As any good student, the more I study this sustainability thing, the less I think I know. There's so much pragmatic certainty to the problem, yet so much technical uncertainty about the specific mechanisms, measurements and models. And the social/political/economic dimensions are Gordian.
The good news is that, at least in the early stages, we know what we have to do.
We (and by "we", I refer specifically to North Americans) may not like doing it (even when it saves us money), because it represents change -- not just in our discretionary activities but at our hearts as (let's be honest here) over-consuming voluptuaries. We've enjoyed too much, and too many, and too rich, and too cheap for too long, so we're spoiled. The Obama inauguration may have featured a John Williams quartet on the theme "Simple Gifts", but we still like our gifts complex and our fats fully saturated. The political (small "p") challenge, on campuses as in society at large, is to wean ourselves away from our prodigality in small steps, so that the demonstrable benefits (lower energy costs, better health, an absence of guilt when we look at our kids and our grandkids) outweigh the perceived costs not just overall (avoiding the end of civilization as we know it at some undetermined time in the future), but each step of the way.
The bad news, then, is that it's almost impossible to construct that story arc, arrange that gradient, manage that long-term process of change in such a manner that at no point along the curve does marginal discomfort exceed marginal gain. At some point, it's going to hurt. At some point (probably multiple such), we're simply going to have to grit our teeth and do it, regardless.

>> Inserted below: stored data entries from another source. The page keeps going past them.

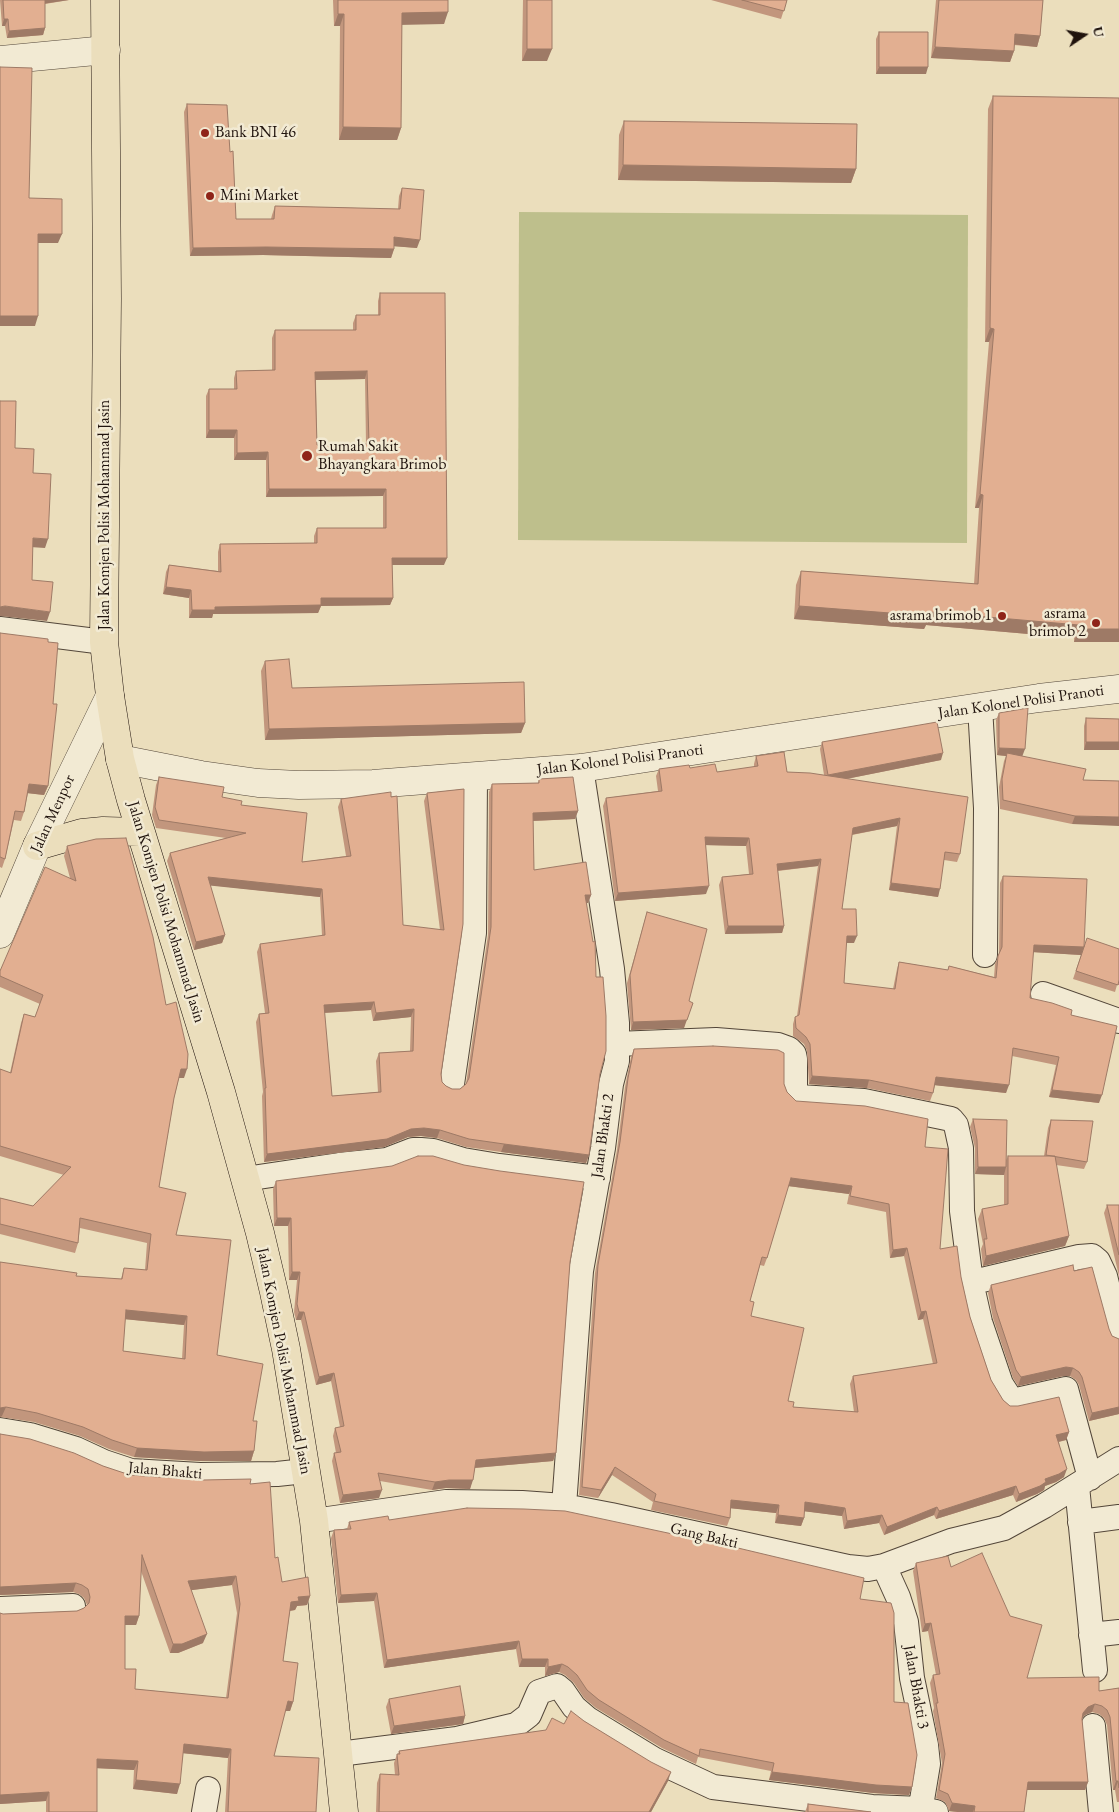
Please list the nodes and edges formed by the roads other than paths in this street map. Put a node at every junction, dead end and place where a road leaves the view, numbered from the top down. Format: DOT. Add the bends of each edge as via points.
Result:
graph roads {
  1 [pos="105,0"];
  2 [pos="106,50"];
  3 [pos="0,60"];
  4 [pos="0,630"];
  5 [pos="104,642"];
  6 [pos="1119,689"];
  7 [pos="110,696"];
  8 [pos="980,707"];
  9 [pos="120,759"];
  10 [pos="581,768"];
  11 [pos="475,776"];
  12 [pos="140,832"];
  13 [pos="37,846"];
  14 [pos="0,934"];
  15 [pos="985,955"];
  16 [pos="1043,994"];
  17 [pos="1119,1021"];
  18 [pos="616,1044"];
  19 [pos="452,1084"];
  20 [pos="598,1178"];
  21 [pos="245,1180"];
  22 [pos="982,1280"];
  23 [pos="1119,1334"];
  24 [pos="0,1430"];
  25 [pos="1119,1459"];
  26 [pos="305,1471"];
  27 [pos="1081,1497"];
  28 [pos="564,1506"];
  29 [pos="1119,1517"];
  30 [pos="314,1521"];
  31 [pos="884,1566"];
  32 [pos="73,1606"];
  33 [pos="0,1609"];
  34 [pos="1119,1632"];
  35 [pos="1091,1635"];
  36 [pos="1095,1670"];
  37 [pos="1093,1726"];
  38 [pos="339,1754"];
  39 [pos="208,1789"];
  40 [pos="926,1811"];
  41 [pos="204,1812"];
  42 [pos="344,1812"];
  43 [pos="1101,1812"];
  1 -- 2 [label="main road, Jalan Komjen Polisi Mohammad Jasin"];
  2 -- 3 [label="street"];
  2 -- 5 [label="main road, Jalan Komjen Polisi Mohammad Jasin"];
  4 -- 5 [label="street"];
  5 -- 7 [label="main road, Jalan Komjen Polisi Mohammad Jasin"];
  6 -- 8 [label="street, Jalan Kolonel Polisi Pranoti"];
  7 -- 9 [label="main road, Jalan Komjen Polisi Mohammad Jasin"];
  7 -- 13 [label="street, Jalan Menpor"];
  8 -- 10 [label="street, Jalan Kolonel Polisi Pranoti"];
  8 -- 15 [label="street" via="986,808"];
  9 -- 11 [label="street, Jalan Kolonel Polisi Pranoti" via="201,775 291,785 373,784"];
  9 -- 12 [label="main road, Jalan Komjen Polisi Mohammad Jasin"];
  10 -- 11 [label="street, Jalan Kolonel Polisi Pranoti"];
  10 -- 18 [label="street, Jalan Bhakti 2" via="612,969"];
  11 -- 19 [label="street" via="474,933"];
  12 -- 13 [label="main road" via="82,833"];
  12 -- 21 [label="main road, Jalan Komjen Polisi Mohammad Jasin" via="216,1072"];
  13 -- 14 [label="street, Jalan Menpor"];
  16 -- 17 [label="street"];
  18 -- 20 [label="street, Jalan Bhakti 2" via="617,1061"];
  18 -- 27 [label="street" via="716,1040 778,1046 790,1049 794,1054 795,1092 799,1097 864,1101 951,1120 956,1124 961,1148 962,1212 980,1322 1001,1384 1012,1401 1066,1389"];
  20 -- 21 [label="street" via="499,1166 433,1151 413,1150 387,1160"];
  20 -- 28 [label="street, Jalan Bhakti 2" via="581,1271"];
  21 -- 26 [label="main road, Jalan Komjen Polisi Mohammad Jasin" via="286,1349"];
  22 -- 23 [label="street" via="1092,1256 1105,1276"];
  24 -- 26 [label="street, Jalan Bhakti" via="76,1449 131,1471 230,1475"];
  25 -- 27 [label="street, Gang Bakti"];
  26 -- 30 [label="main road, Jalan Komjen Polisi Mohammad Jasin"];
  27 -- 29 [label="street"];
  27 -- 31 [label="street, Gang Bakti" via="1004,1528 951,1541"];
  27 -- 35 [label="street"];
  28 -- 30 [label="street, Gang Bakti" via="446,1502"];
  28 -- 31 [label="street, Gang Bakti" via="848,1568"];
  30 -- 38 [label="main road, Jalan Komjen Polisi Mohammad Jasin"];
  31 -- 40 [label="street, Jalan Bhakti 3" via="906,1622 912,1678 926,1745"];
  32 -- 33 [label="street"];
  34 -- 35 [label="street"];
  35 -- 36 [label="street"];
  37 -- 43 [label="street"];
  38 -- 40 [label="street" via="458,1739 516,1725 530,1715 539,1692 557,1686 574,1708 588,1719 655,1760 712,1787"];
  38 -- 42 [label="main road, Jalan Komjen Polisi Mohammad Jasin"];
  39 -- 41 [label="street"];
}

To my mind, hope lies in the fact that seriously smart people are invested in serious efforts to reduce the mechanical and measurement uncertainties, and to invent technologies with all of the flavor and none of the carbs. Just in the past year, major think-tanks have been created at Stanford and at MIT, focusing specifically on the nature, mechanisms, and possible mitigation of climate disruption. And, unlike the so-called think-tanks within earshot of that presidential inauguration (the American Enterprise Institute springs immediately to mind), these think-tanks are places where real thought occurs, not just (in the words of William James) rearranging of prejudices.
For major research universities like Stanford and MIT, there are a lot of big questions out there, and a lot of potential value in useful answers. For smaller schools or colleges with emphases on humanities or social sciences, there's a raft of sociological and political and economic challenges that can only be overcome by an enlightened (read "educated", as opposed to "well trained") society. For the two-year schools and the smaller polytechnics, there's a lot of work to be done, a lot of skilled positions to be filled, a whole new continental infrastructure to be created.
And for we few, we melancholy few, we band of sustainability administrators, there's a long future of target-rich environments, leading to an enviable level of job security. Just so long as we never present the Vice Chancellor with a high level of short-term discomfort.